Feuilleton d'Hermas

Episode 7: Où le Défenseur fait enfin son apparition

Il était grand, d’une tête plus haut que le plus grand des hommes. Il était vêtu d’une immense robe rouge damassée d’or, qui dissimulait ses pieds, et ses mains étaient gantées. Il portait une capuche et un voile sur sa tête, si bien que l’on ne voyait pas son visage. C’était lui, le destructeur des mondes, le faucheur des mauvais, la fin des méchants. C’était lui, le sauveur de l’humanité, le rectifieur des torts, le secours des opprimés. De ses gants blancs partaient des éclairs de pouvoir et de sa tête rayonnait la lumière d’un autre monde. Il était parfaitement immobile, comme une impassible statue, un être immuable qui existait par-delà le mouvement et la mort.

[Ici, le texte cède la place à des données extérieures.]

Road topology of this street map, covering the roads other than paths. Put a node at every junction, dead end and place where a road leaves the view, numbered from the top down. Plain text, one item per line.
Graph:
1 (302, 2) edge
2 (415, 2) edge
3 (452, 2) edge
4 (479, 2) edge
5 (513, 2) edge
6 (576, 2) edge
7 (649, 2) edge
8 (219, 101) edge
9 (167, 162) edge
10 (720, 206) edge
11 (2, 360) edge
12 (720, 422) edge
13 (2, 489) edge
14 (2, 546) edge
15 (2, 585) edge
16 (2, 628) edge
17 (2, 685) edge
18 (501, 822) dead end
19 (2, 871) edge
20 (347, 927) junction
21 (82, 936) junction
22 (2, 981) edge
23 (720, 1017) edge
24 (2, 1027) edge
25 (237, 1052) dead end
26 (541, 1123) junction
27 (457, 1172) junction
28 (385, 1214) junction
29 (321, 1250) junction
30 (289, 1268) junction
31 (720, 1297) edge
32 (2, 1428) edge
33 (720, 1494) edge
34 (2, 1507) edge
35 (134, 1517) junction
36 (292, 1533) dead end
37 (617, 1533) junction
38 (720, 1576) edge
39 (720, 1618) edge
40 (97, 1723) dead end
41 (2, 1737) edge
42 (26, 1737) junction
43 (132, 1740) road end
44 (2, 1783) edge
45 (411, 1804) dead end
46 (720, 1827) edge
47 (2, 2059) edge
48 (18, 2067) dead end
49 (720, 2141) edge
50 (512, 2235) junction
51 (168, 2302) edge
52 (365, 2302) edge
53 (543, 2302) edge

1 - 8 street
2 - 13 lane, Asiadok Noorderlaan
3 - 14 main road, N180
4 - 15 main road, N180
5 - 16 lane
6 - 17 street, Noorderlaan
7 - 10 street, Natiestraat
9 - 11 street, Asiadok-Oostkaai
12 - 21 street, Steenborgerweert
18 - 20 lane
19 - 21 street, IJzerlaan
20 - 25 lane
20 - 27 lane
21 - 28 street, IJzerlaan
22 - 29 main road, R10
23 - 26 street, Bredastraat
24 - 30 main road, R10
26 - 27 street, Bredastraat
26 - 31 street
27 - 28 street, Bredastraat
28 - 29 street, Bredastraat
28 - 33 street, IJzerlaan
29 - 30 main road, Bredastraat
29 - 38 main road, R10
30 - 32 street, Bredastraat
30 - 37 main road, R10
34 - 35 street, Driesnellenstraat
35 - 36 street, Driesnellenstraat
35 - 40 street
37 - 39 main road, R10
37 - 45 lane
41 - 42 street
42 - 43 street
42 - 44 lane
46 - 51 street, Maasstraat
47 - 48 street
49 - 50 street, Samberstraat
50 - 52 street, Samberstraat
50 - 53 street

Et il était furieux. On le savait à l’atmosphère de la pièce autour de soi : l’air même devenait hostile, la lumière voulait vous tuer, la matière se chargeait d’une énergie vengeresse. Votre propre corps vous désobéissait : le cœur battait irrégulièrement, les jambes ne tenaient plus, les bras étaient inertes. Il était furieux, et l’univers autour de lui se déformait sous l’effet de sa colère, bien que lui-même ne bougeait pas.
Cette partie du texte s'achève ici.